Go by Example

Structs

Struct definition, field access, struct literals, anonymous structs, embedding, and promoted fields.

A struct groups related fields under one name. Structs are the primary way to define domain types in Go - Go has no classes, but structs with methods give you all the encapsulation you need.

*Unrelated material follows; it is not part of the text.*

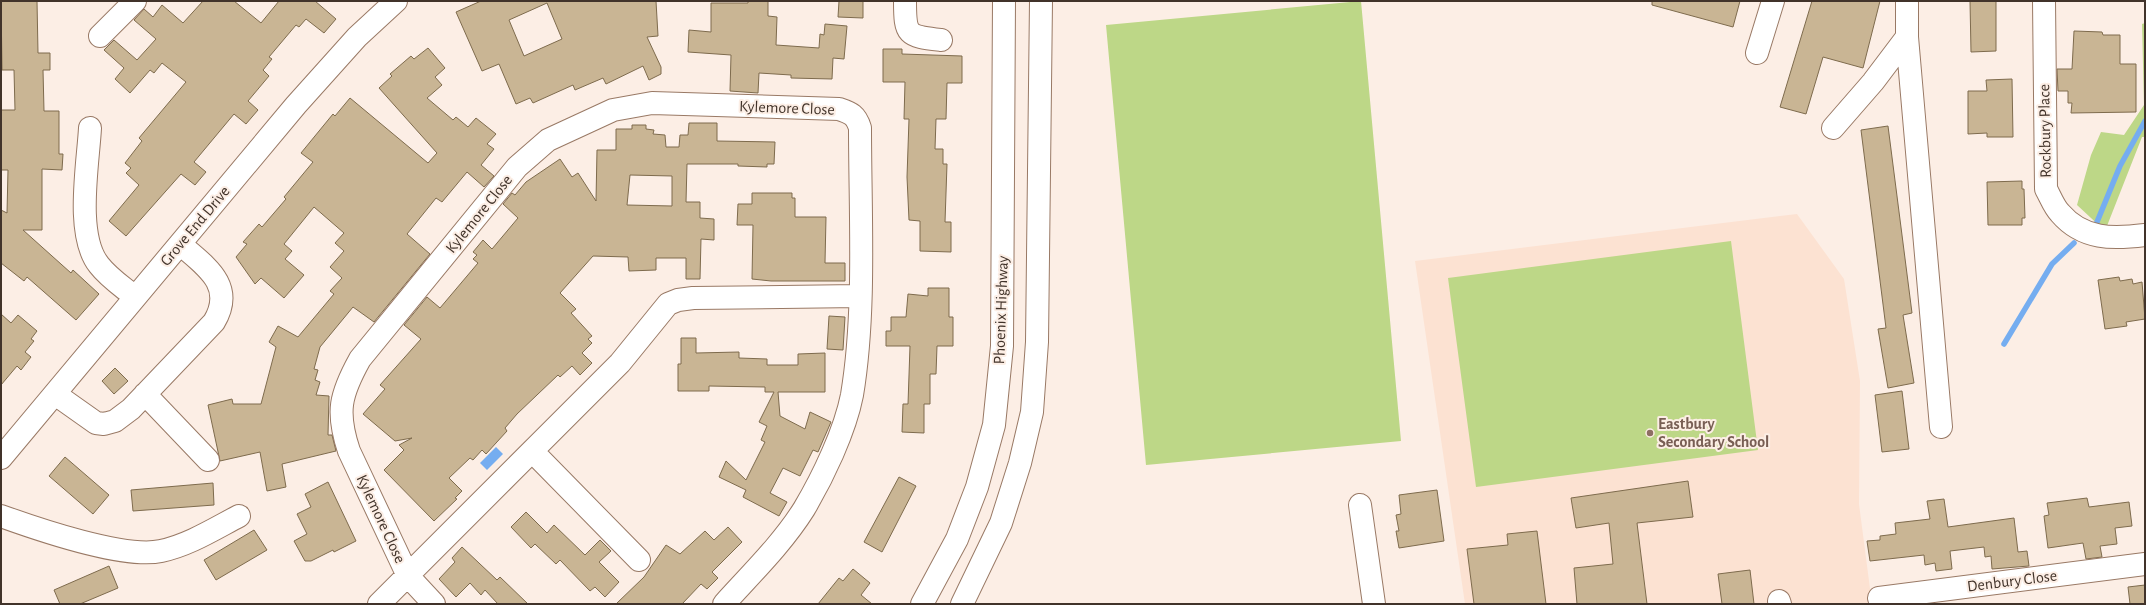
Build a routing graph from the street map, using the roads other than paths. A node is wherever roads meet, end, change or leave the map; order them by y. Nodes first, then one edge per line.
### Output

Define a struct with type Name struct { ... }. Fields have a name and a type. Access fields with .. The zero value of a struct is a struct with all fields zeroed - no constructor required.

package main
 
import "fmt"
 
type Person struct {
    Name string
    Age  int
}
 
func main() {
    // Struct literal - positional (fragile, avoid in production)
    p1 := Person{"Alice", 30}
 
    // Named fields - order-independent, recommended
    p2 := Person{Name: "Bob", Age: 25}
 
    // Zero value - all fields are zeroed
    var p3 Person
 
    fmt.Println(p1, p2, p3)
    fmt.Println(p2.Name, p2.Age) // Bob 25
 
    p2.Age = 26 // field mutation
    fmt.Println(p2.Age) // 26
}

An anonymous struct has no named type. Use them for one-off groupings - test table entries, local temporary aggregations - where defining a named type would be noise.

package main
 
import "fmt"
 
func main() {
    point := struct {
        X, Y int
    }{X: 3, Y: 7}
 
    fmt.Println(point.X, point.Y) // 3 7
 
    // Common in table-driven tests:
    cases := []struct {
        input    int
        expected int
    }{
        {1, 2},
        {5, 10},
    }
    for _, c := range cases {
        fmt.Println(c.input, "->", c.expected)
    }
}

Embedding includes one struct type inside another without a field name. The outer struct promotes the embedded type's fields and methods - they are accessible directly. This is composition, not inheritance.

package main
 
import "fmt"
 
type Animal struct {
    Name string
}
 
func (a Animal) Speak() string {
    return a.Name + " makes a sound"
}
 
type Dog struct {
    Animal        // embedded - Dog promotes Name and Speak
    Breed  string
}
 
func main() {
    d := Dog{
        Animal: Animal{Name: "Rex"},
        Breed:  "Labrador",
    }
 
    // Promoted fields and methods - accessed directly on Dog
    fmt.Println(d.Name)   // Rex  (promoted from Animal)
    fmt.Println(d.Speak()) // Rex makes a sound (promoted from Animal)
    fmt.Println(d.Breed)  // Labrador
}

In production

Struct embedding promotes methods but the embedded type is still the receiver - the promoted method runs on the embedded value, not on the outer struct. If Dog tries to override Speak by defining its own Speak method, the outer method shadows the promoted one - but there is no polymorphic dispatch the way inheritance provides. Teams that treat embedding as inheritance get surprised when promoted methods bypass overrides, especially when the promoted method holds a reference to the embedded type and calls back into it. The outbox pattern is a case where embedded structs appear in event payloads - the field ordering and zero-value behaviour of embedded types must be understood before serialising them.